*** Block opens ***

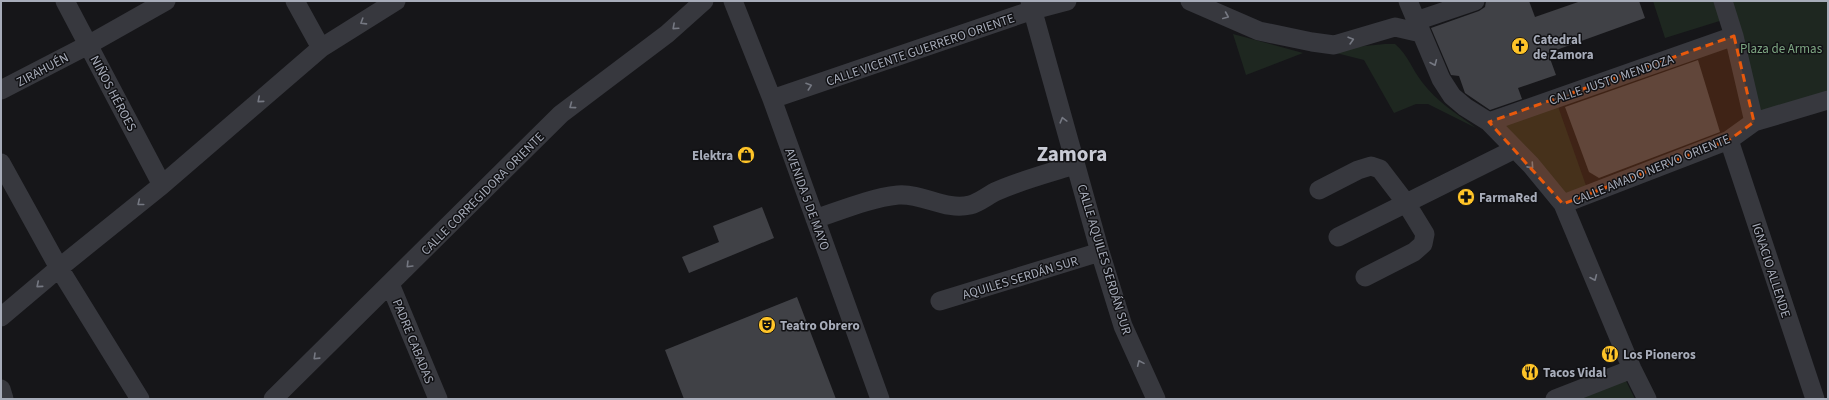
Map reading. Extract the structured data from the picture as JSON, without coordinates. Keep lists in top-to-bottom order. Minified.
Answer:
{"streets":{"street":["CALLE VICENTE GUERRERO ORIENTE","ZIRAHUÉN","CALLE JUSTO MENDOZA","NIÑOS HÉROES","CALLE AMADO NERVO ORIENTE","CALLE CORREGIDORA ORIENTE","AVENIDA 5 DE MAYO","CALLE AQUILES SERDÁN SUR","IGNACIO ALLENDE","AQUILES SERDÁN SUR","PADRE CABADAS"]},"crossings":[["CALLE VICENTE GUERRERO ORIENTE","AVENIDA 5 DE MAYO"],["CALLE VICENTE GUERRERO ORIENTE","CALLE AQUILES SERDÁN SUR"],["ZIRAHUÉN","NIÑOS HÉROES"],["CALLE AMADO NERVO ORIENTE","IGNACIO ALLENDE"],["CALLE CORREGIDORA ORIENTE","PADRE CABADAS"],["CALLE AQUILES SERDÁN SUR","AQUILES SERDÁN SUR"]],"one_way":["CALLE CORREGIDORA ORIENTE","CALLE AQUILES SERDÁN SUR"],"districts":["Zamora"],"parks":["Plaza de Armas"],"places":{"church":["Catedral de Zamora"],"shop":["Elektra"],"pharmacy":["FarmaRed"],"theatre":["Teatro Obrero"],"restaurant":["Los Pioneros","Tacos Vidal"]}}
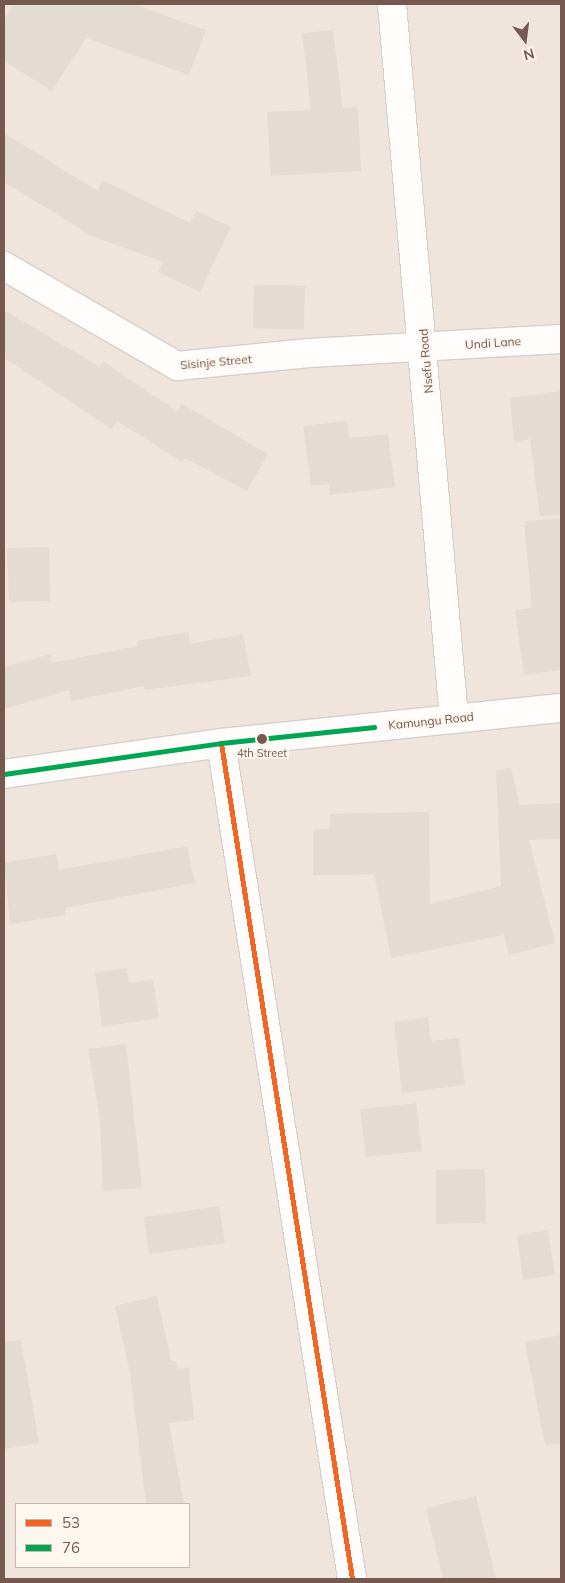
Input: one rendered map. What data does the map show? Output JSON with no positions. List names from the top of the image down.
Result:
{
  "streets": {
    "street": [
      "Undi Lane",
      "Nsefu Road",
      "Sisinje Street",
      "Kamungu Road"
    ]
  },
  "crossings": [
    ["Undi Lane", "Nsefu Road"],
    ["Undi Lane", "Sisinje Street"],
    ["Nsefu Road", "Sisinje Street"],
    ["Nsefu Road", "Kamungu Road"]
  ],
  "places": ["4th Street"],
  "lines": ["transit line 76", "transit line 53"],
  "legend": ["53", "76"],
  "north": "bottom"
}
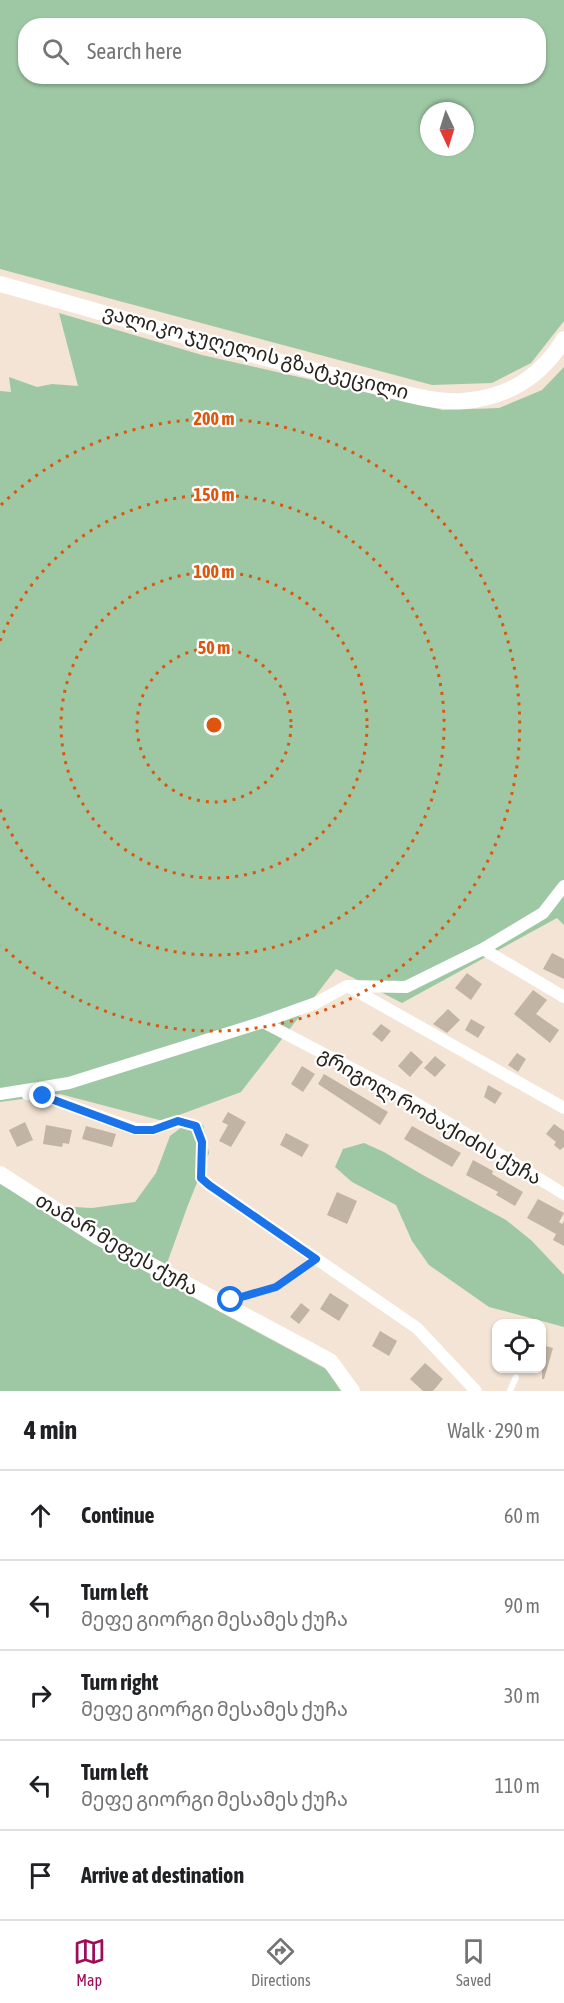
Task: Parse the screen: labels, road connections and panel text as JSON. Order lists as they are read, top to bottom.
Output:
{
  "streets": {
    "main road": ["ვალიკო ჯუღელის გზატკეცილი", "თამარ მეფეს ქუჩა"],
    "street": ["გრიგოლ რობაქიძის ქუჩა"]
  },
  "north": "bottom",
  "page": {
    "search": "Search here",
    "heading": ["4 min", "Walk · 290 m"],
    "list": [
      ["Continue", "60 m"],
      ["Turn left", "მეფე გიორგი მესამეს ქუჩა", "90 m"],
      ["Turn right", "მეფე გიორგი მესამეს ქუჩა", "30 m"],
      ["Turn left", "მეფე გიორგი მესამეს ქუჩა", "110 m"],
      "Arrive at destination"
    ],
    "nav": ["Map", "Directions", "Saved"]
  },
  "rings": [
    "200 m",
    "150 m",
    "100 m",
    "50 m"
  ]
}
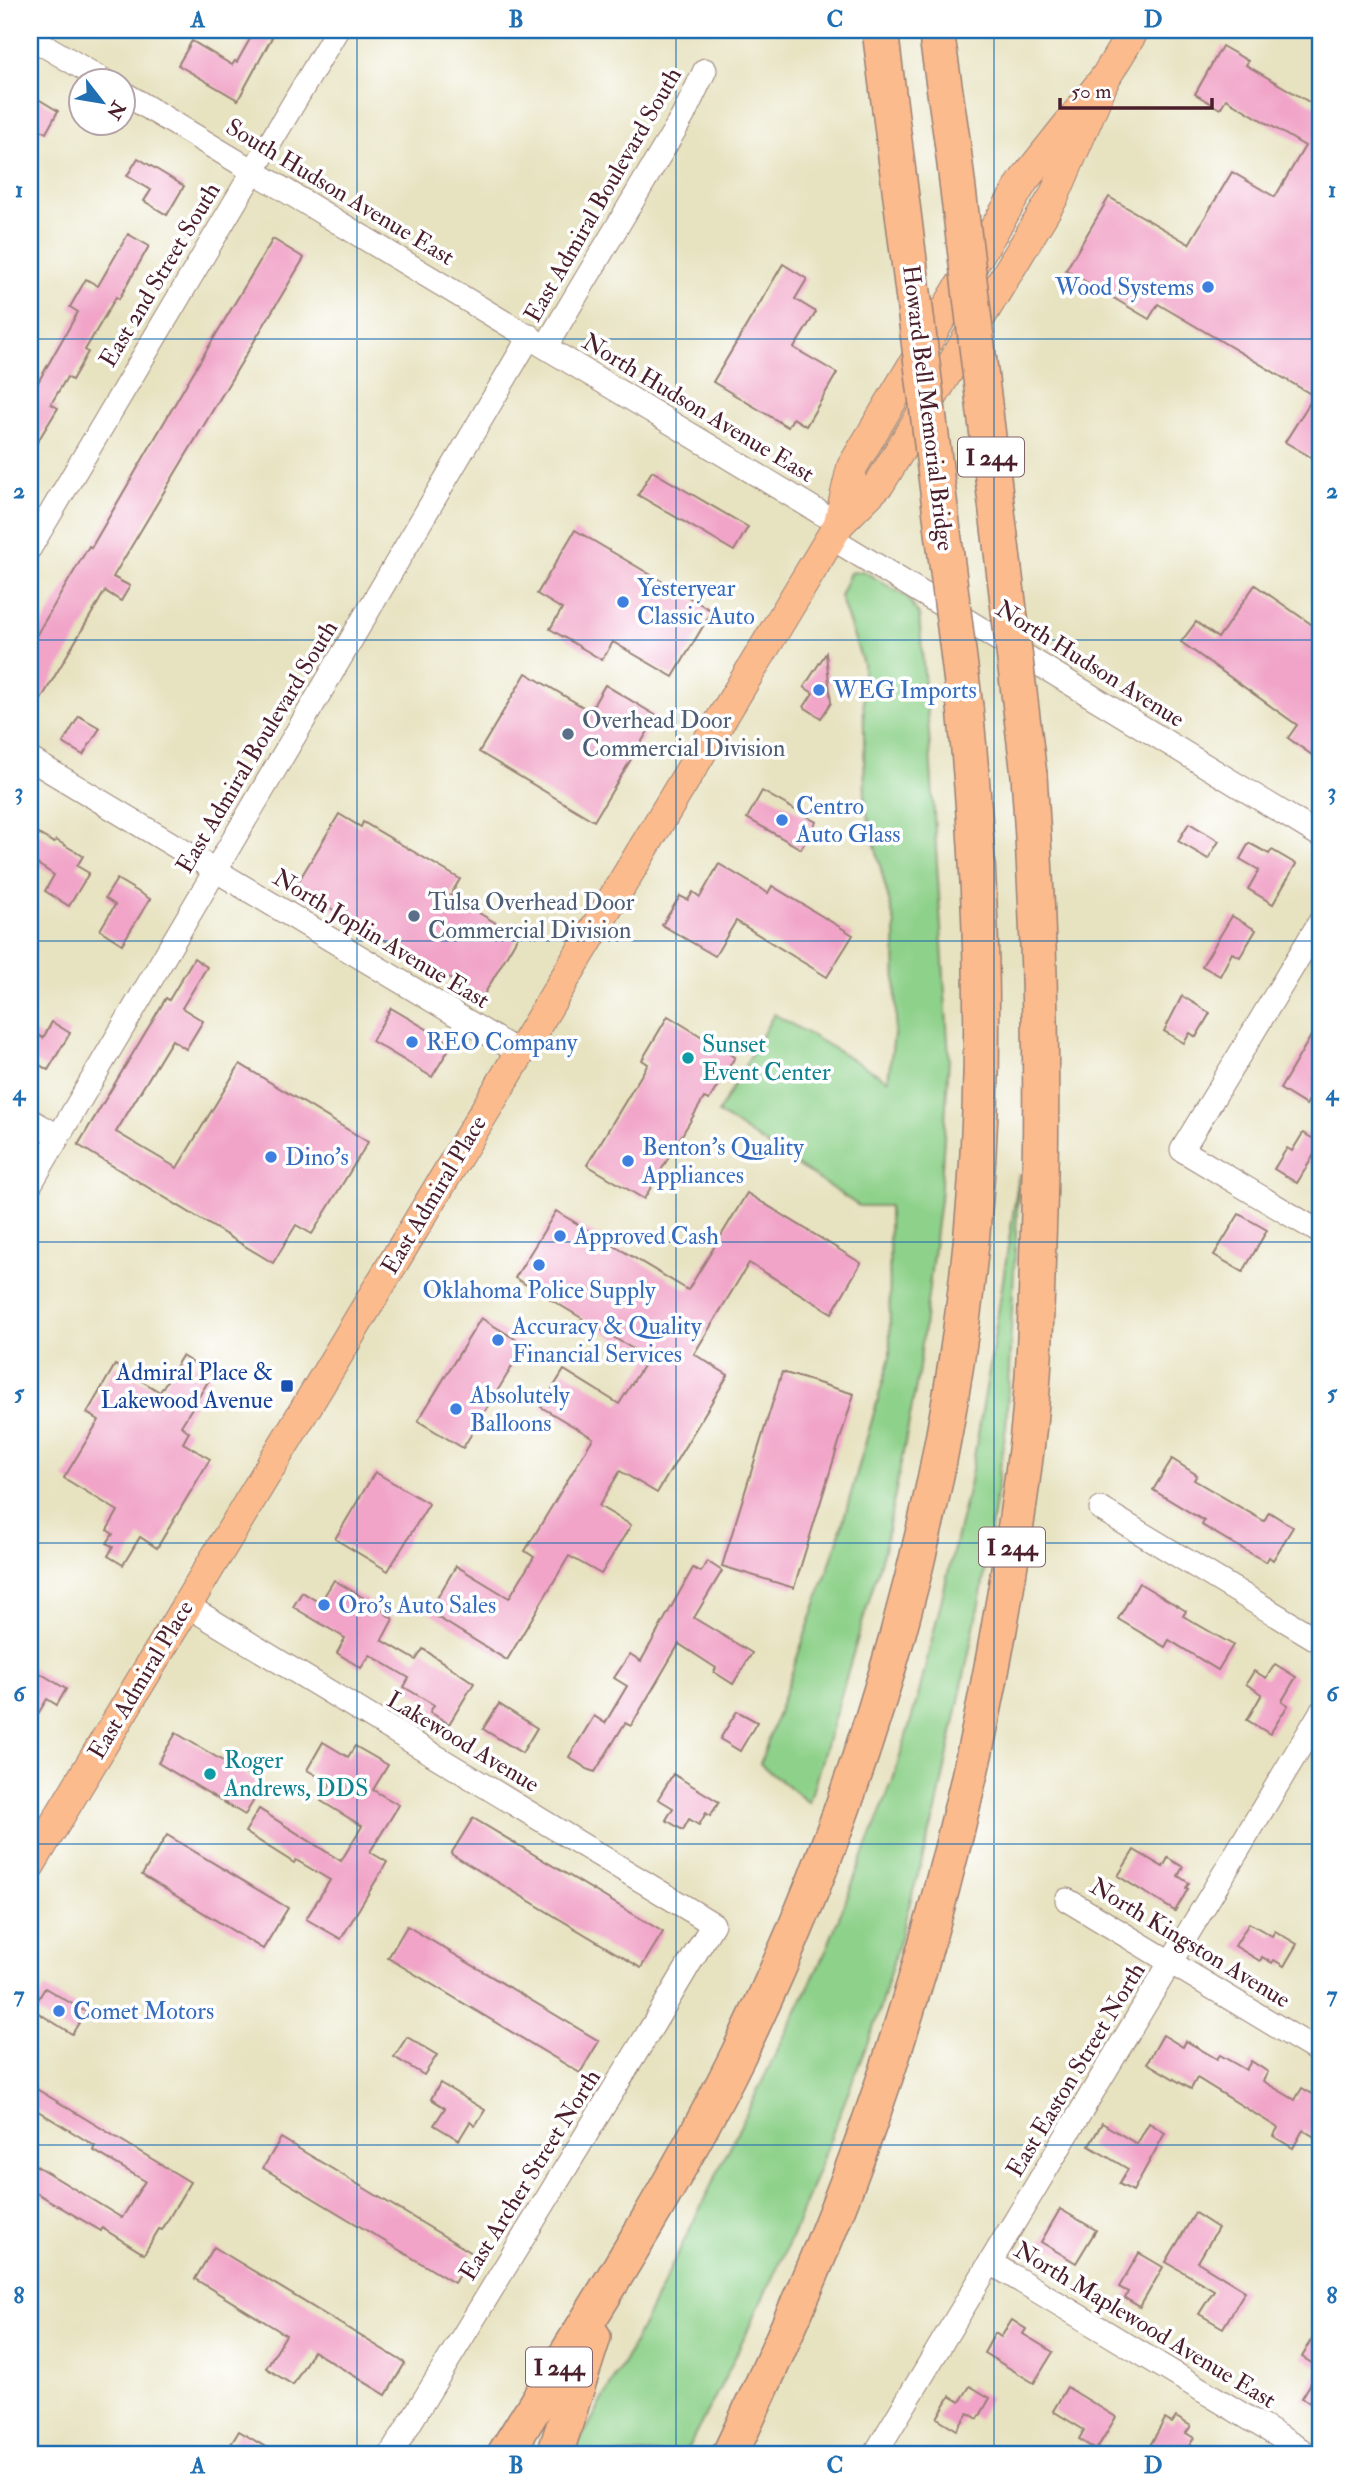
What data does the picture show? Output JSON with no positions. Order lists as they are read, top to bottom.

*** Block closes ***

§ Exercise prompt:
Return every entry from the listing above exactly as it stands, leaving out any picture.

§ Result below:
Map reading. Extract the structured data from the picture as JSON, without coordinates. Keep lists in top-to-bottom order. Minified.
Answer:
{"streets":{"street":["CALLE VICENTE GUERRERO ORIENTE","ZIRAHUÉN","CALLE JUSTO MENDOZA","NIÑOS HÉROES","CALLE AMADO NERVO ORIENTE","CALLE CORREGIDORA ORIENTE","AVENIDA 5 DE MAYO","CALLE AQUILES SERDÁN SUR","IGNACIO ALLENDE","AQUILES SERDÁN SUR","PADRE CABADAS"]},"crossings":[["CALLE VICENTE GUERRERO ORIENTE","AVENIDA 5 DE MAYO"],["CALLE VICENTE GUERRERO ORIENTE","CALLE AQUILES SERDÁN SUR"],["ZIRAHUÉN","NIÑOS HÉROES"],["CALLE AMADO NERVO ORIENTE","IGNACIO ALLENDE"],["CALLE CORREGIDORA ORIENTE","PADRE CABADAS"],["CALLE AQUILES SERDÁN SUR","AQUILES SERDÁN SUR"]],"one_way":["CALLE CORREGIDORA ORIENTE","CALLE AQUILES SERDÁN SUR"],"districts":["Zamora"],"parks":["Plaza de Armas"],"places":{"church":["Catedral de Zamora"],"shop":["Elektra"],"pharmacy":["FarmaRed"],"theatre":["Teatro Obrero"],"restaurant":["Los Pioneros","Tacos Vidal"]}}
Input: one rendered map. What data does the map show? Output JSON with no positions. List names from the top of the image down.
Result:
{
  "streets": {
    "street": [
      "Undi Lane",
      "Nsefu Road",
      "Sisinje Street",
      "Kamungu Road"
    ]
  },
  "crossings": [
    ["Undi Lane", "Nsefu Road"],
    ["Undi Lane", "Sisinje Street"],
    ["Nsefu Road", "Sisinje Street"],
    ["Nsefu Road", "Kamungu Road"]
  ],
  "places": ["4th Street"],
  "lines": ["transit line 76", "transit line 53"],
  "legend": ["53", "76"],
  "north": "bottom"
}
Task: Parse the screen: labels, road connections and panel text as JSON. Order lists as they are read, top to bottom.
Output:
{
  "streets": {
    "main road": ["ვალიკო ჯუღელის გზატკეცილი", "თამარ მეფეს ქუჩა"],
    "street": ["გრიგოლ რობაქიძის ქუჩა"]
  },
  "north": "bottom",
  "page": {
    "search": "Search here",
    "heading": ["4 min", "Walk · 290 m"],
    "list": [
      ["Continue", "60 m"],
      ["Turn left", "მეფე გიორგი მესამეს ქუჩა", "90 m"],
      ["Turn right", "მეფე გიორგი მესამეს ქუჩა", "30 m"],
      ["Turn left", "მეფე გიორგი მესამეს ქუჩა", "110 m"],
      "Arrive at destination"
    ],
    "nav": ["Map", "Directions", "Saved"]
  },
  "rings": [
    "200 m",
    "150 m",
    "100 m",
    "50 m"
  ]
}
What data does the picture show? Output JSON with no positions. Order lists as they are read, top to bottom.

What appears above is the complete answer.